I used to say that only Ireland and my family could make me cry. I cried when my mother died and I cried when Dad had his heart attack the very next year. My baby sister failed to survive the same birth that killed my mother, so some of my tears were for her as well. Then my brother Bill was hit by a drunk driver and I cried and that was the end of my family. Now there’s only Ireland.
But that’s enough.
The Ki-anna
GWYNETH JONES
Gwyneth Jones (homepage.ntlworld.com/gwynethann) lives in Brighton, in the UK. She writes both intellectually ambitious SF novels under her real name, as well as books for young adults under the name Anne Halam. She writes aesthetically ambitious, feminist intellectual science fiction and fantasy, for which she has won lots of awards. In a recent interview, she said, “I’m frequently identified as a feminist writer, but just as frequently rejected by feminists.” “My most recent book is called Spirit,” she says, “a retelling of The Count of Monte Cristo. In the world of Spirit it’s against the law for an AI to be embodied in human form, with the exception of sex workers and street-level police officers. These two jobs are thought to be too psychologically and physically dangerous for human beings, and yet best conducted in human-shaped form. So there are bots … fully sentient software agents, temporarily inhabiting human-shaped machines.” Make that humanoid aliens and you have something like the setup for “The Ki-anna.”
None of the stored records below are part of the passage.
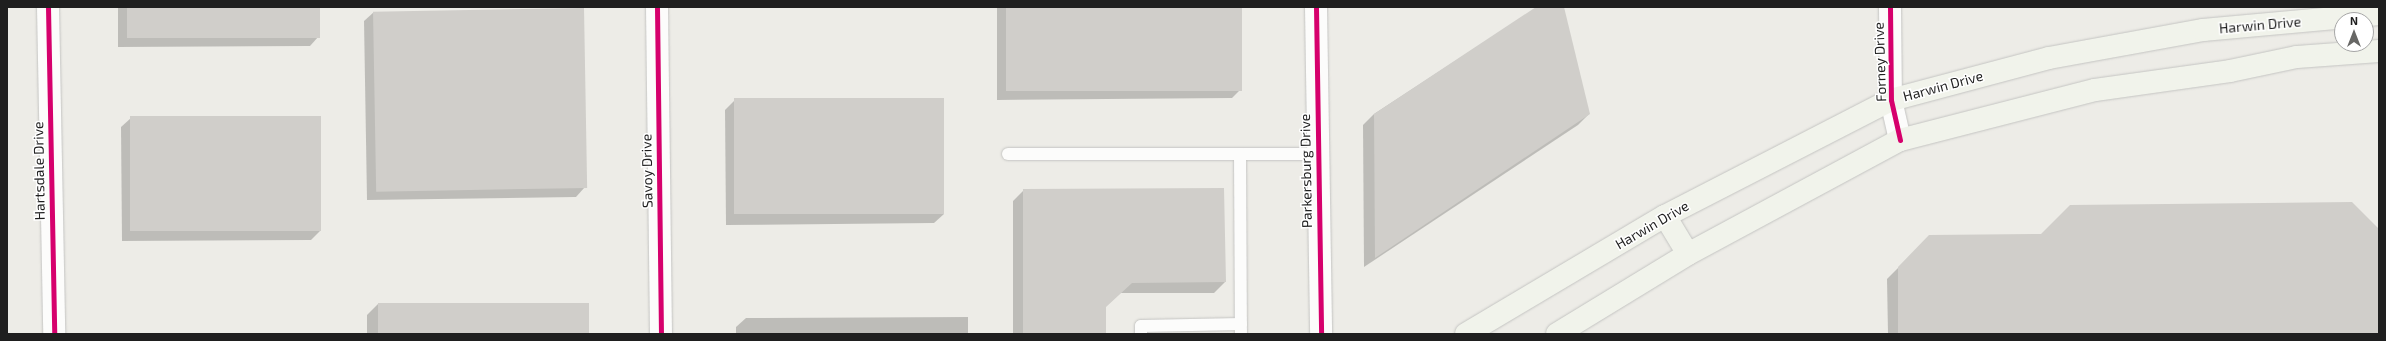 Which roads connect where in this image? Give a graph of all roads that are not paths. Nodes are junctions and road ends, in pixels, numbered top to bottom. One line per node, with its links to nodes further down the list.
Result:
1 (48, 7): 15 (street, Hartsdale Drive)
2 (657, 7): 16 (street, Savoy Drive)
3 (1316, 7): 11 (street, Parkersburg Drive)
4 (1890, 7): 7 (street, Forney Drive)
5 (2379, 14): 7 (main road, Harwin Drive)
6 (2379, 51): 8 (main road)
7 (1891, 100): 8 (street, Forney Drive); 12 (main road, Harwin Drive)
8 (1900, 140): 13 (main road)
9 (1008, 154): 10 (lane)
10 (1240, 154): 11 (lane); 14 (lane)
11 (1318, 154): 18 (street, Parkersburg Drive)
12 (1665, 216): 13 (main road); 19 (main road, Harwin Drive)
13 (1688, 254): 20 (main road)
14 (1241, 329): 17 (lane)
15 (54, 334)
16 (661, 334)
17 (1141, 334)
18 (1321, 334)
19 (1466, 334)
20 (1557, 334)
“The Ki-anna” is a murder mystery that appeared in Jonathan Strahan’s anthology Engineering Infinity. It takes place in the established Buonarotti SF future of many other Jones stories and novels. It is about dualized predator-prey relationships among aliens: the protagonist’s twin sister has died. How did it happen?
If he’d been at home, he’d have thought Dump Plant Injuries. In the socially unbalanced, pioneer cities of the Equatorial Ring, little scavengers tangled with the recycling machinery. They needed premium, Earth-atmosphere-and-pressure nursing or the flesh would not regenerate—which they didn’t get. The gouges and dents would be permanent: skinned over, like the scars on her forearms. Visible through thin clothing, like the depressions in her thighs. But this wasn’t Mars, and she wasn’t human, she was a Ki. He guessed, uneasily, at a more horrifying childhood poverty.